The integration of multimodal information into sequential recommender systems has attracted significant attention in recent research. In the initial stages of multimodal sequential recommendation models, the mainstream paradigm was ID-dominant recommendations, wherein multimodal information was fused as side information. However, due to their limitations in terms of transferability and information intrusion, another paradigm emerged, wherein multimodal features were employed directly for recommendation, enabling recommendation across datasets. Nonetheless, it overlooked user ID information, resulting in low information utilization and high training costs. To this end, we propose an innovative framework, BivRec, that jointly trains the recommendation tasks in both ID and multimodal views, leveraging their synergistic relationship to enhance recommendation performance bidirectionally. To tackle the information heterogeneity issue, we first construct structured user interest representations and then learn the synergistic relationship between them.
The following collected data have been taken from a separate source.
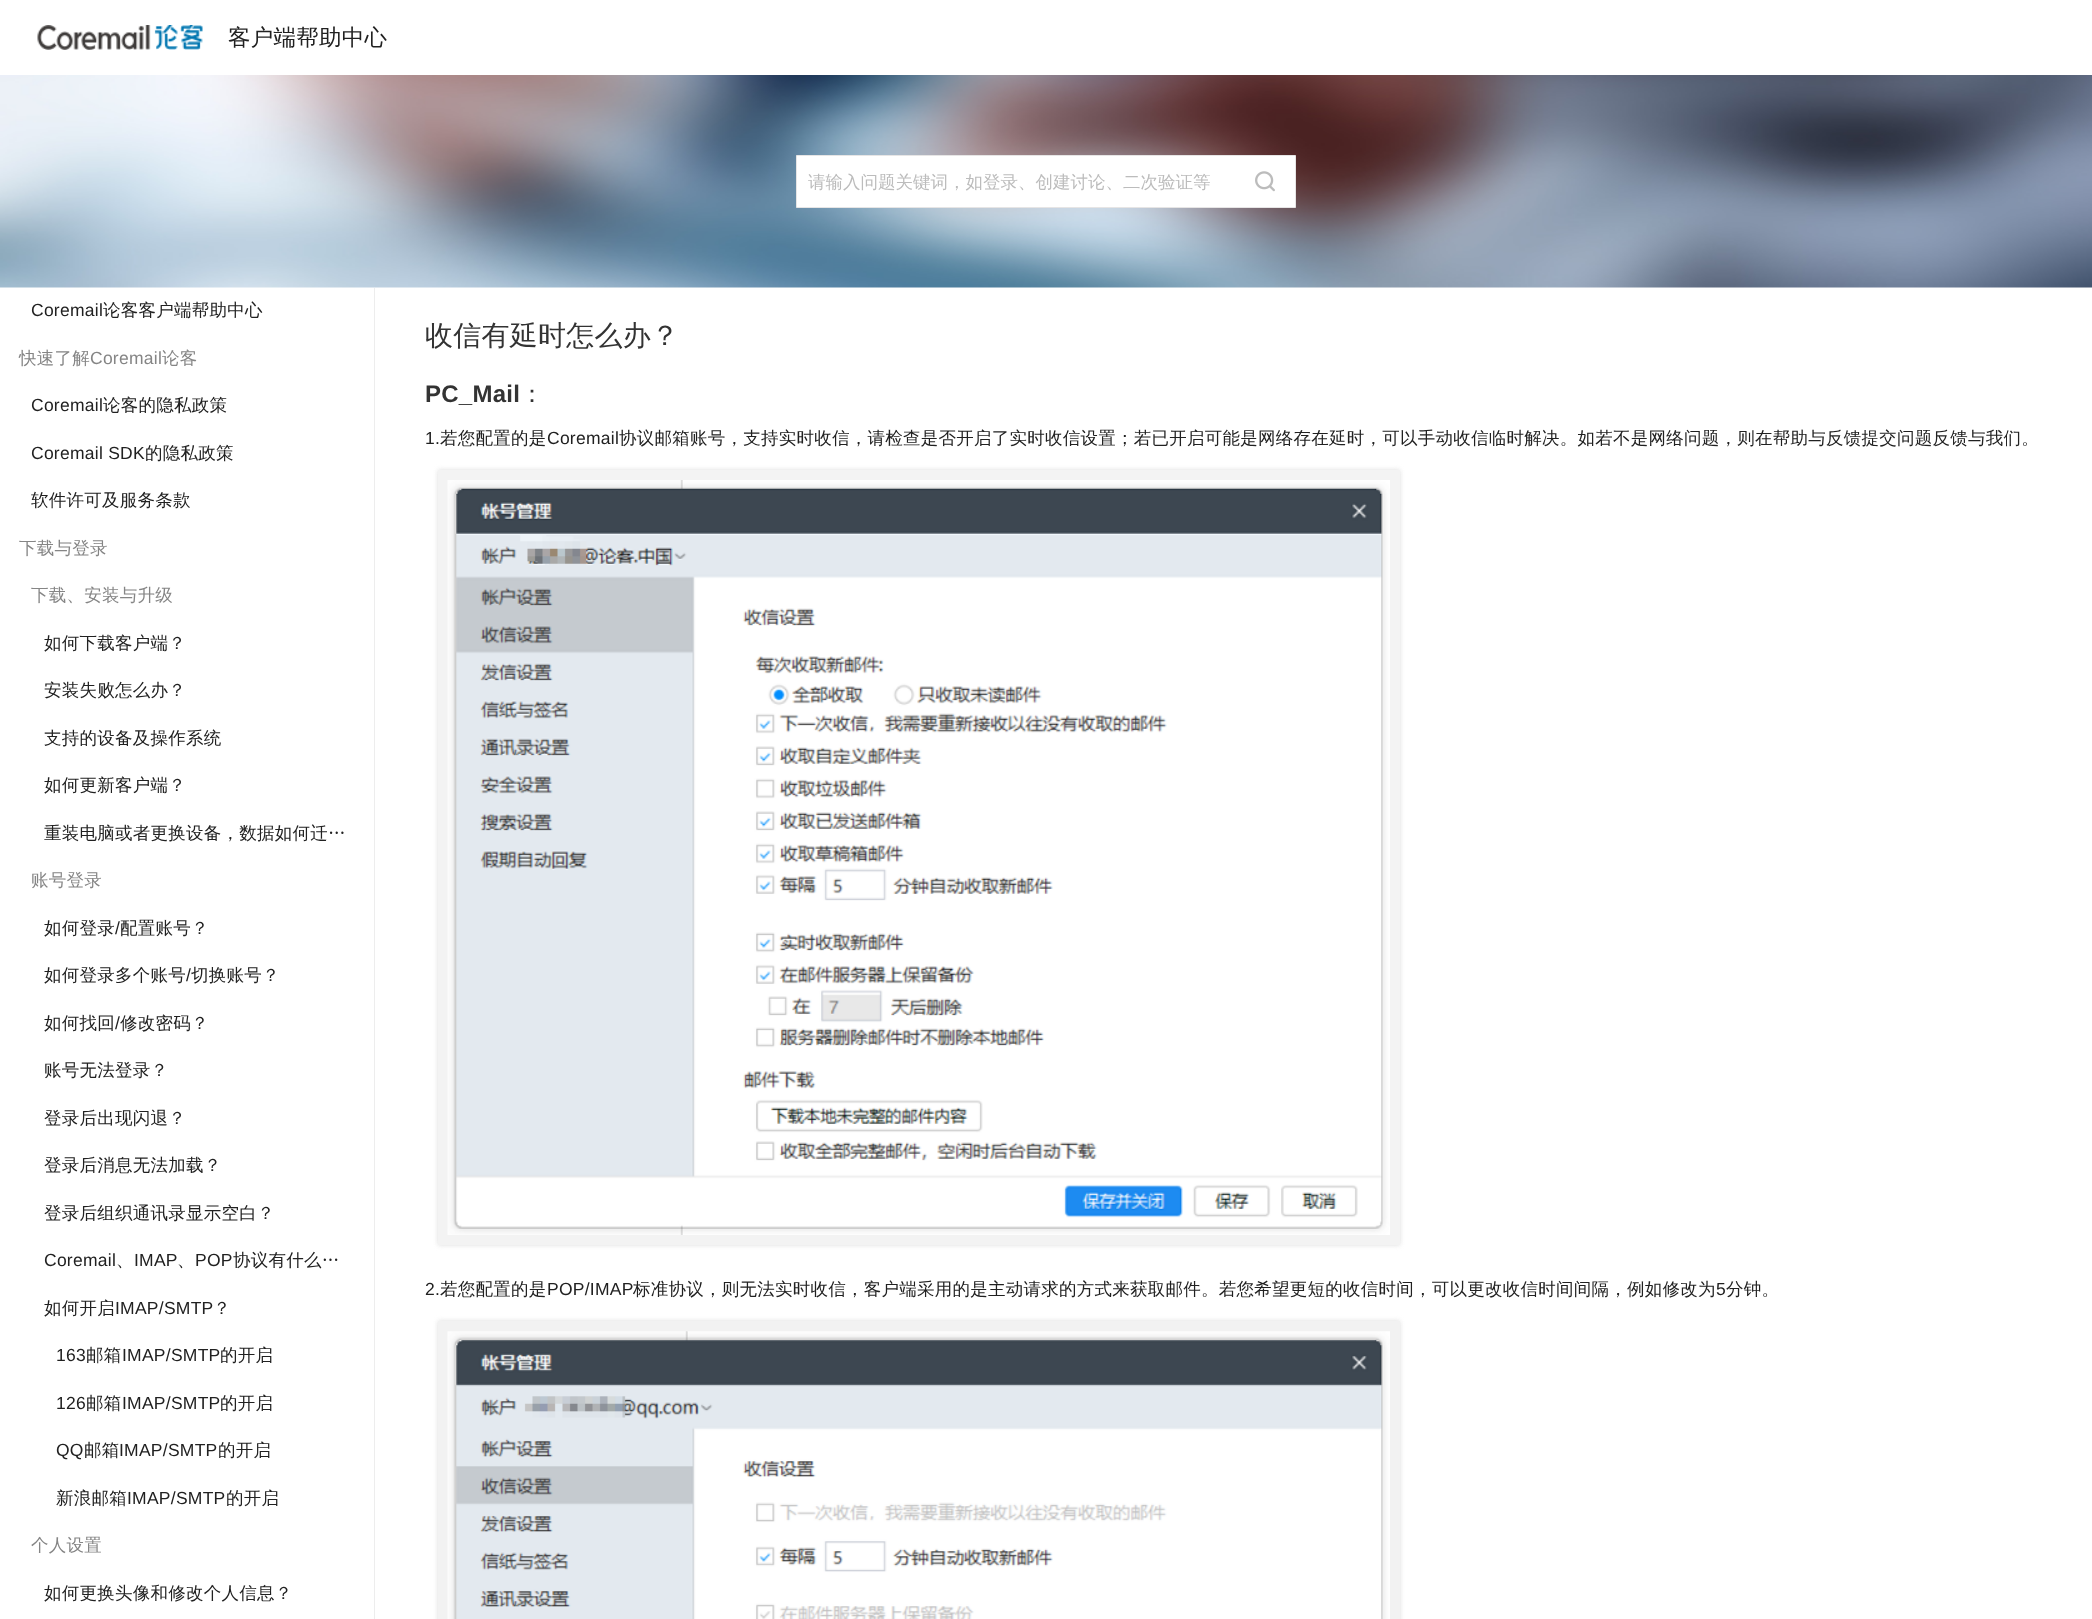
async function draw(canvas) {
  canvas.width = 2092
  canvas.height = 1619
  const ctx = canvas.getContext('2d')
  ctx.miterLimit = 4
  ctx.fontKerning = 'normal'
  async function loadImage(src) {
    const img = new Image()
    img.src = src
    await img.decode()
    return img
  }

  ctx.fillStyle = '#fff'
  ctx.fillRect(0, 0, 2092, 1619)
  ctx.drawImage(await loadImage('image0.png'), 37, 25, 166, 25)
  ctx.letterSpacing = '0.25px'
  ctx.font = '500 22.5px WenQuanYi Zen Hei'
  ctx.fillStyle = '#212121'
  ctx.fillText('客户端帮助中心', 228, 45)
  ctx.drawImage(await loadImage('image1.png'), 0, 75, 2092, 213)
  ctx.fillStyle = '#fff'
  ctx.beginPath()
  ctx.rect(796.5, 155.5, 499, 52)
  ctx.fill()
  ctx.strokeStyle = '#e6e5e5'
  ctx.stroke()
  ctx.letterSpacing = '0px'
  ctx.font = '500 17.5px WenQuanYi Zen Hei'
  ctx.fillStyle = '#bcbcbc'
  ctx.fillText('请输入问题关键词，如登录、创建讨论、二次验证等', 808, 188)
  ctx.drawImage(await loadImage('image2.png'), 1255, 171, 20, 21)
  ctx.fillStyle = '#ededed'
  ctx.fillRect(374, 288, 1, 1331)
  ctx.letterSpacing = '0.25px'
  ctx.font = '17.5px Liberation Sans'
  ctx.fillStyle = '#212121'
  ctx.fillText('Coremail', 31, 316)
  ctx.font = '500 17.5px WenQuanYi Zen Hei'
  ctx.fillText('论客客户端帮助中心', 103, 316)
  ctx.fillStyle = '#858585'
  ctx.fillText('快速了解', 19, 364)
  ctx.font = '17.5px Liberation Sans'
  ctx.fillText('Coremail', 90, 364)
  ctx.font = '500 17.5px WenQuanYi Zen Hei'
  ctx.fillText('论客', 162, 364)
  ctx.font = '17.5px Liberation Sans'
  ctx.fillStyle = '#212121'
  ctx.fillText('Coremail', 31, 411)
  ctx.font = '500 17.5px WenQuanYi Zen Hei'
  ctx.fillText('论客的隐私政策', 103, 411)
  ctx.font = '17.5px Liberation Sans'
  ctx.fillText('Coremail SDK', 31, 459)
  ctx.font = '500 17.5px WenQuanYi Zen Hei'
  ctx.fillText('的隐私政策', 145, 459)
  ctx.fillText('软件许可及服务条款', 31, 506)
  ctx.fillStyle = '#858585'
  ctx.fillText('下载与登录', 19, 554)
  ctx.fillText('下载、安装与升级', 31, 601)
  ctx.fillStyle = '#212121'
  ctx.fillText('如何下载客户端？', 44, 649)
  ctx.fillText('安装失败怎么办？', 44, 696)
  ctx.fillText('支持的设备及操作系统', 44, 744)
  ctx.fillText('如何更新客户端？', 44, 791)
  ctx.fillText('重装电脑或者更换设备，数据如何迁…', 44, 839)
  ctx.fillStyle = '#858585'
  ctx.fillText('账号登录', 31, 886)
  ctx.fillStyle = '#212121'
  ctx.fillText('如何登录', 44, 934)
  ctx.font = '17.5px Liberation Sans'
  ctx.fillText('/', 115, 934)
  ctx.font = '500 17.5px WenQuanYi Zen Hei'
  ctx.fillText('配置账号？', 120, 934)
  ctx.fillText('如何登录多个账号', 44, 981)
  ctx.font = '17.5px Liberation Sans'
  ctx.fillText('/', 186, 981)
  ctx.font = '500 17.5px WenQuanYi Zen Hei'
  ctx.fillText('切换账号？', 191, 981)
  ctx.fillText('如何找回', 44, 1029)
  ctx.font = '17.5px Liberation Sans'
  ctx.fillText('/', 115, 1029)
  ctx.font = '500 17.5px WenQuanYi Zen Hei'
  ctx.fillText('修改密码？', 120, 1029)
  ctx.fillText('账号无法登录？', 44, 1076)
  ctx.fillText('登录后出现闪退？', 44, 1124)
  ctx.fillText('登录后消息无法加载？', 44, 1171)
  ctx.fillText('登录后组织通讯录显示空白？', 44, 1219)
  ctx.font = '17.5px Liberation Sans'
  ctx.fillText('Coremail', 44, 1266)
  ctx.font = '500 17.5px WenQuanYi Zen Hei'
  ctx.fillText('、', 116, 1266)
  ctx.font = '17.5px Liberation Sans'
  ctx.fillText('IMAP', 134, 1266)
  ctx.font = '500 17.5px WenQuanYi Zen Hei'
  ctx.fillText('、', 177, 1266)
  ctx.font = '17.5px Liberation Sans'
  ctx.fillText('POP', 195, 1266)
  ctx.font = '500 17.5px WenQuanYi Zen Hei'
  ctx.fillText('协议有什么…', 233, 1266)
  ctx.fillText('如何开启', 44, 1314)
  ctx.font = '17.5px Liberation Sans'
  ctx.fillText('IMAP/SMTP', 115, 1314)
  ctx.font = '500 17.5px WenQuanYi Zen Hei'
  ctx.fillText('？', 213, 1314)
  ctx.font = '17.5px Liberation Sans'
  ctx.fillText('163', 56, 1361)
  ctx.font = '500 17.5px WenQuanYi Zen Hei'
  ctx.fillText('邮箱', 86, 1361)
  ctx.font = '17.5px Liberation Sans'
  ctx.fillText('IMAP/SMTP', 122, 1361)
  ctx.font = '500 17.5px WenQuanYi Zen Hei'
  ctx.fillText('的开启', 220, 1361)
  ctx.font = '17.5px Liberation Sans'
  ctx.fillText('126', 56, 1409)
  ctx.font = '500 17.5px WenQuanYi Zen Hei'
  ctx.fillText('邮箱', 86, 1409)
  ctx.font = '17.5px Liberation Sans'
  ctx.fillText('IMAP/SMTP', 122, 1409)
  ctx.font = '500 17.5px WenQuanYi Zen Hei'
  ctx.fillText('的开启', 220, 1409)
  ctx.font = '17.5px Liberation Sans'
  ctx.fillText('QQ', 56, 1456)
  ctx.font = '500 17.5px WenQuanYi Zen Hei'
  ctx.fillText('邮箱', 84, 1456)
  ctx.font = '17.5px Liberation Sans'
  ctx.fillText('IMAP/SMTP', 119, 1456)
  ctx.font = '500 17.5px WenQuanYi Zen Hei'
  ctx.fillText('的开启', 218, 1456)
  ctx.fillText('新浪邮箱', 56, 1504)
  ctx.font = '17.5px Liberation Sans'
  ctx.fillText('IMAP/SMTP', 127, 1504)
  ctx.font = '500 17.5px WenQuanYi Zen Hei'
  ctx.fillText('的开启', 226, 1504)
  ctx.fillStyle = '#858585'
  ctx.fillText('个人设置', 31, 1551)
  ctx.fillStyle = '#212121'
  ctx.fillText('如何更换头像和修改个人信息？', 44, 1599)
  ctx.font = '500 28px WenQuanYi Zen Hei'
  ctx.fillStyle = '#333'
  ctx.fillText('收信有延时怎么办？', 425, 345)
  ctx.font = 'bold 24px Liberation Sans'
  ctx.fillText('PC_Mail', 425, 402)
  ctx.font = '500 24px WenQuanYi Zen Hei'
  ctx.fillText('：', 520, 402)
  ctx.font = '17.5px Liberation Sans'
  ctx.fillStyle = '#212121'
  ctx.fillText('1.', 425, 444)
  ctx.font = '500 17.5px WenQuanYi Zen Hei'
  ctx.fillText('若您配置的是', 440, 444)
  ctx.font = '17.5px Liberation Sans'
  ctx.fillText('Coremail', 547, 444)
  ctx.font = '500 17.5px WenQuanYi Zen Hei'
  ctx.fillText('协议邮箱账号，支持实时收信，请检查是否开启了实时收信设置；若已开启可能是网络存在延时，可以手动收信临时解决。如若不是网络问题，则在帮助与反馈提交问题反馈与我们。', 619, 444)
  ctx.fillStyle = '#dcdcdc'
  ctx.filter = 'blur(2.5px)'
  ctx.beginPath()
  ctx.rect(438, 470, 962, 775)
  ctx.fill()
  ctx.filter = 'none'
  ctx.fillStyle = '#f3f3f3'
  ctx.fillRect(438, 470, 962, 775)
  ctx.drawImage(await loadImage('image3.png'), 447, 480, 943, 755)
  ctx.font = '17.5px Liberation Sans'
  ctx.fillStyle = '#212121'
  ctx.fillText('2.', 425, 1295)
  ctx.font = '500 17.5px WenQuanYi Zen Hei'
  ctx.fillText('若您配置的是', 440, 1295)
  ctx.font = '17.5px Liberation Sans'
  ctx.fillText('POP/IMAP', 547, 1295)
  ctx.font = '500 17.5px WenQuanYi Zen Hei'
  ctx.fillText('标准协议，则无法实时收信，客户端采用的是主动请求的方式来获取邮件。若您希望更短的收信时间，可以更改收信时间间隔，例如修改为', 633, 1295)
  ctx.font = '17.5px Liberation Sans'
  ctx.fillText('5', 1716, 1295)
  ctx.font = '500 17.5px WenQuanYi Zen Hei'
  ctx.fillText('分钟。', 1726, 1295)
  ctx.save()
  ctx.beginPath()
  ctx.moveTo(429, 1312)
  ctx.lineTo(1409, 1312)
  ctx.lineTo(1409, 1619)
  ctx.lineTo(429, 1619)
  ctx.closePath()
  ctx.moveTo(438, 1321)
  ctx.lineTo(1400, 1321)
  ctx.lineTo(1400, 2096)
  ctx.lineTo(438, 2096)
  ctx.closePath()
  ctx.clip('evenodd')
  ctx.fillStyle = '#dcdcdc'
  ctx.filter = 'blur(2.5px)'
  ctx.beginPath()
  ctx.rect(438, 1321, 962, 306)
  ctx.fill()
  ctx.filter = 'none'
  ctx.restore()
  ctx.fillStyle = '#e4e4e478'
  ctx.fillRect(438, 1321, 962, 298)
  ctx.drawImage(await loadImage('image4.png'), 447, 1331, 943, 288)
}

draw(document.querySelector('canvas'))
Specifically, BivRec comprises three modules: Multi-scale Interest Embedding, comprehensively modeling user interests by expanding user interaction sequences with multi-scale patching; Intra-View Interest Decomposition, constructing highly structured interest representations using carefully designed Gaussian attention and Cluster attention; and Cross-View Interest Learning, learning the synergistic relationship between the two recommendation views through coarse-grained overall semantic similarity and fine-grained interest allocation similarity BiVRec achieves state-of-the-art performance on five datasets and showcases various practical advantages.

翻译：多模态信息与序列推荐系统的集成在近期的研究中引起了广泛关注。在多模态序列推荐模型的初始阶段，主流范式是ID主导的推荐，其中多模态信息作为辅助信息进行融合。然而，由于其在可迁移性和信息侵入方面的局限性，另一种范式应运而生，即直接利用多模态特征进行推荐，从而能够跨数据集实现推荐。但这种方法忽略了用户ID信息，导致信息利用率低且训练成本高。为此，我们提出了一种创新框架BiVRec，该框架在ID视图和多模态视图下联合训练推荐任务，利用两者的协同关系双向提升推荐性能。为了应对信息异质性问题，我们首先构建结构化的用户兴趣表示，然后学习它们之间的协同关系。具体而言，BiVRec包含三个模块：多尺度兴趣嵌入，通过多尺度分块扩展用户交互序列，全面建模用户兴趣；视图内兴趣分解，利用精心设计的高斯注意力与聚类注意力构建高度结构化的兴趣表示；以及跨视图兴趣学习，通过粗粒度的整体语义相似性和细粒度的兴趣分配相似性学习两个推荐视图之间的协同关系。BiVRec在五个数据集上取得了最先进的性能，并展示了多种实际优势。